> Stored data

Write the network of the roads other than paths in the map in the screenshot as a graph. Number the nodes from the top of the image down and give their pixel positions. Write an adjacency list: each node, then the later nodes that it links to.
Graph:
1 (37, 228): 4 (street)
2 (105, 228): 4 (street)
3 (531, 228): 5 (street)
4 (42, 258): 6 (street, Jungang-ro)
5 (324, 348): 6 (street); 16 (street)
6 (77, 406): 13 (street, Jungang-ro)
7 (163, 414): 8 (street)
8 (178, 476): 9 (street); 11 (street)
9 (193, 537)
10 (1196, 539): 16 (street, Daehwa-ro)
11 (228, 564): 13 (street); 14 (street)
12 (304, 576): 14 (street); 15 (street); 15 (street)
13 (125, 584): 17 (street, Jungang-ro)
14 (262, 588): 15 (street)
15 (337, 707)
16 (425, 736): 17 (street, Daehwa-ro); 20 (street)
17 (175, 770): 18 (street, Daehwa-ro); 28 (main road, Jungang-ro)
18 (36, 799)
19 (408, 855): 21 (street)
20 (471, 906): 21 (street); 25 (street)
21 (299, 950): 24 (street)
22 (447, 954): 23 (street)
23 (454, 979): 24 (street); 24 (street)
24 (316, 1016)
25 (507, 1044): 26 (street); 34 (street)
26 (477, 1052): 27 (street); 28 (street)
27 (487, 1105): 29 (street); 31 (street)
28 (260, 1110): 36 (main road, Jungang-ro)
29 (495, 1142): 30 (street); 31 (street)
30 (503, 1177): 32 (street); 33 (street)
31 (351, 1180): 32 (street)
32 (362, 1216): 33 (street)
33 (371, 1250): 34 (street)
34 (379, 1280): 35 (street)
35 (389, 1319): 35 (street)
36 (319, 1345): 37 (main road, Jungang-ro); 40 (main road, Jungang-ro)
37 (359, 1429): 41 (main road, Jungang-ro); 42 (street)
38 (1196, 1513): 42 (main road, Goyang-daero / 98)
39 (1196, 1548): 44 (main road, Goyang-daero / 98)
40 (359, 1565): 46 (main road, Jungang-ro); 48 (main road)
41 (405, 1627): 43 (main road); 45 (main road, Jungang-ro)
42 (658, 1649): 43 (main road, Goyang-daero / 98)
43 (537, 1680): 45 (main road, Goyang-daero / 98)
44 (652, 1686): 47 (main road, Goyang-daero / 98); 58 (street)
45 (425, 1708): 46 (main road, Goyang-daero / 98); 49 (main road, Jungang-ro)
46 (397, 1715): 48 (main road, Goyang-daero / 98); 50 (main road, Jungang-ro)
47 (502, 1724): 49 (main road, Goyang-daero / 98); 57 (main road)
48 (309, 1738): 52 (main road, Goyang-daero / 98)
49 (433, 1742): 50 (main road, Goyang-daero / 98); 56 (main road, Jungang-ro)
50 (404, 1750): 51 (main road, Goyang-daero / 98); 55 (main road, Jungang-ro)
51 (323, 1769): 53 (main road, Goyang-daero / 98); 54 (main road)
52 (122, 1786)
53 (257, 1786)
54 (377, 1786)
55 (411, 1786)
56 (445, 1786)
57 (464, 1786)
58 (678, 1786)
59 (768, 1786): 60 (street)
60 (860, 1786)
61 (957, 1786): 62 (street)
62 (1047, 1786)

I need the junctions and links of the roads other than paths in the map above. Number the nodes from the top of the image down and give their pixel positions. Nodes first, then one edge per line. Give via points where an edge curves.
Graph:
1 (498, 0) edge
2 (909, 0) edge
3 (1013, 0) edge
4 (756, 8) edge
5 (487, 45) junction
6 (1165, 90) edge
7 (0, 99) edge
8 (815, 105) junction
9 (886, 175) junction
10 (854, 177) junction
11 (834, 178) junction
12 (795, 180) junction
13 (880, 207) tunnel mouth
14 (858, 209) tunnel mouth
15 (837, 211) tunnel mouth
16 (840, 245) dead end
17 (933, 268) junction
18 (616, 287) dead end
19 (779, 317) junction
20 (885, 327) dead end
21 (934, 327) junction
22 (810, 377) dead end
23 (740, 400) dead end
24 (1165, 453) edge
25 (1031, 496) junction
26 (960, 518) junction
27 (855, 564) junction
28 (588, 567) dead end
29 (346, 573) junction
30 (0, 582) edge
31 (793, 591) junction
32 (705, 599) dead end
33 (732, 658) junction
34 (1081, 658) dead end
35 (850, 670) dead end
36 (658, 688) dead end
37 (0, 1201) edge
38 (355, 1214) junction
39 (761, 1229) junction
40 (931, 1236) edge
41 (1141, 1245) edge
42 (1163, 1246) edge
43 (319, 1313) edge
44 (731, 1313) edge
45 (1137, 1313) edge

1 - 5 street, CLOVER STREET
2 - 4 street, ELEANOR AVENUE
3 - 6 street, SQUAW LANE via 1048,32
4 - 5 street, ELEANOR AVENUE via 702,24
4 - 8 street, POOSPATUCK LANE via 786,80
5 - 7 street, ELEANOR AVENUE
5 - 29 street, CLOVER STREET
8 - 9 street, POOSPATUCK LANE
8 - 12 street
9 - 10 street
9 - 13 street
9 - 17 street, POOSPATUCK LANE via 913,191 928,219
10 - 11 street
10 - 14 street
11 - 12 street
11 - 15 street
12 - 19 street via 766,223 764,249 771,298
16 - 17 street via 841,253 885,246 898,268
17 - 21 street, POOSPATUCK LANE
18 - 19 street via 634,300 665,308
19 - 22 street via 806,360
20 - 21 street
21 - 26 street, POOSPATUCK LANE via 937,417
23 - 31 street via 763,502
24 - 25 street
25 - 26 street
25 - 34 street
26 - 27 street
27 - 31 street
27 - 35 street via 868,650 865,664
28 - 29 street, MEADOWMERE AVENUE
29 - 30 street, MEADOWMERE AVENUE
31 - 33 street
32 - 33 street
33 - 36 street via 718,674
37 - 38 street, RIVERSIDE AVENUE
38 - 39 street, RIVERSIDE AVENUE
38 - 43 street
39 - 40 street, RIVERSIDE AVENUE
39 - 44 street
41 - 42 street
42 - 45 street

> Assigned task
Return the whole listing, keeping every word as it is.

> Reply
Write the network of the roads other than paths in the map in the screenshot as a graph. Number the nodes from the top of the image down and give their pixel positions. Write an adjacency list: each node, then the later nodes that it links to.
Graph:
1 (37, 228): 4 (street)
2 (105, 228): 4 (street)
3 (531, 228): 5 (street)
4 (42, 258): 6 (street, Jungang-ro)
5 (324, 348): 6 (street); 16 (street)
6 (77, 406): 13 (street, Jungang-ro)
7 (163, 414): 8 (street)
8 (178, 476): 9 (street); 11 (street)
9 (193, 537)
10 (1196, 539): 16 (street, Daehwa-ro)
11 (228, 564): 13 (street); 14 (street)
12 (304, 576): 14 (street); 15 (street); 15 (street)
13 (125, 584): 17 (street, Jungang-ro)
14 (262, 588): 15 (street)
15 (337, 707)
16 (425, 736): 17 (street, Daehwa-ro); 20 (street)
17 (175, 770): 18 (street, Daehwa-ro); 28 (main road, Jungang-ro)
18 (36, 799)
19 (408, 855): 21 (street)
20 (471, 906): 21 (street); 25 (street)
21 (299, 950): 24 (street)
22 (447, 954): 23 (street)
23 (454, 979): 24 (street); 24 (street)
24 (316, 1016)
25 (507, 1044): 26 (street); 34 (street)
26 (477, 1052): 27 (street); 28 (street)
27 (487, 1105): 29 (street); 31 (street)
28 (260, 1110): 36 (main road, Jungang-ro)
29 (495, 1142): 30 (street); 31 (street)
30 (503, 1177): 32 (street); 33 (street)
31 (351, 1180): 32 (street)
32 (362, 1216): 33 (street)
33 (371, 1250): 34 (street)
34 (379, 1280): 35 (street)
35 (389, 1319): 35 (street)
36 (319, 1345): 37 (main road, Jungang-ro); 40 (main road, Jungang-ro)
37 (359, 1429): 41 (main road, Jungang-ro); 42 (street)
38 (1196, 1513): 42 (main road, Goyang-daero / 98)
39 (1196, 1548): 44 (main road, Goyang-daero / 98)
40 (359, 1565): 46 (main road, Jungang-ro); 48 (main road)
41 (405, 1627): 43 (main road); 45 (main road, Jungang-ro)
42 (658, 1649): 43 (main road, Goyang-daero / 98)
43 (537, 1680): 45 (main road, Goyang-daero / 98)
44 (652, 1686): 47 (main road, Goyang-daero / 98); 58 (street)
45 (425, 1708): 46 (main road, Goyang-daero / 98); 49 (main road, Jungang-ro)
46 (397, 1715): 48 (main road, Goyang-daero / 98); 50 (main road, Jungang-ro)
47 (502, 1724): 49 (main road, Goyang-daero / 98); 57 (main road)
48 (309, 1738): 52 (main road, Goyang-daero / 98)
49 (433, 1742): 50 (main road, Goyang-daero / 98); 56 (main road, Jungang-ro)
50 (404, 1750): 51 (main road, Goyang-daero / 98); 55 (main road, Jungang-ro)
51 (323, 1769): 53 (main road, Goyang-daero / 98); 54 (main road)
52 (122, 1786)
53 (257, 1786)
54 (377, 1786)
55 (411, 1786)
56 (445, 1786)
57 (464, 1786)
58 (678, 1786)
59 (768, 1786): 60 (street)
60 (860, 1786)
61 (957, 1786): 62 (street)
62 (1047, 1786)

I need the junctions and links of the roads other than paths in the map above. Number the nodes from the top of the image down and give their pixel positions. Nodes first, then one edge per line. Give via points where an edge curves.
Graph:
1 (498, 0) edge
2 (909, 0) edge
3 (1013, 0) edge
4 (756, 8) edge
5 (487, 45) junction
6 (1165, 90) edge
7 (0, 99) edge
8 (815, 105) junction
9 (886, 175) junction
10 (854, 177) junction
11 (834, 178) junction
12 (795, 180) junction
13 (880, 207) tunnel mouth
14 (858, 209) tunnel mouth
15 (837, 211) tunnel mouth
16 (840, 245) dead end
17 (933, 268) junction
18 (616, 287) dead end
19 (779, 317) junction
20 (885, 327) dead end
21 (934, 327) junction
22 (810, 377) dead end
23 (740, 400) dead end
24 (1165, 453) edge
25 (1031, 496) junction
26 (960, 518) junction
27 (855, 564) junction
28 (588, 567) dead end
29 (346, 573) junction
30 (0, 582) edge
31 (793, 591) junction
32 (705, 599) dead end
33 (732, 658) junction
34 (1081, 658) dead end
35 (850, 670) dead end
36 (658, 688) dead end
37 (0, 1201) edge
38 (355, 1214) junction
39 (761, 1229) junction
40 (931, 1236) edge
41 (1141, 1245) edge
42 (1163, 1246) edge
43 (319, 1313) edge
44 (731, 1313) edge
45 (1137, 1313) edge

1 - 5 street, CLOVER STREET
2 - 4 street, ELEANOR AVENUE
3 - 6 street, SQUAW LANE via 1048,32
4 - 5 street, ELEANOR AVENUE via 702,24
4 - 8 street, POOSPATUCK LANE via 786,80
5 - 7 street, ELEANOR AVENUE
5 - 29 street, CLOVER STREET
8 - 9 street, POOSPATUCK LANE
8 - 12 street
9 - 10 street
9 - 13 street
9 - 17 street, POOSPATUCK LANE via 913,191 928,219
10 - 11 street
10 - 14 street
11 - 12 street
11 - 15 street
12 - 19 street via 766,223 764,249 771,298
16 - 17 street via 841,253 885,246 898,268
17 - 21 street, POOSPATUCK LANE
18 - 19 street via 634,300 665,308
19 - 22 street via 806,360
20 - 21 street
21 - 26 street, POOSPATUCK LANE via 937,417
23 - 31 street via 763,502
24 - 25 street
25 - 26 street
25 - 34 street
26 - 27 street
27 - 31 street
27 - 35 street via 868,650 865,664
28 - 29 street, MEADOWMERE AVENUE
29 - 30 street, MEADOWMERE AVENUE
31 - 33 street
32 - 33 street
33 - 36 street via 718,674
37 - 38 street, RIVERSIDE AVENUE
38 - 39 street, RIVERSIDE AVENUE
38 - 43 street
39 - 40 street, RIVERSIDE AVENUE
39 - 44 street
41 - 42 street
42 - 45 street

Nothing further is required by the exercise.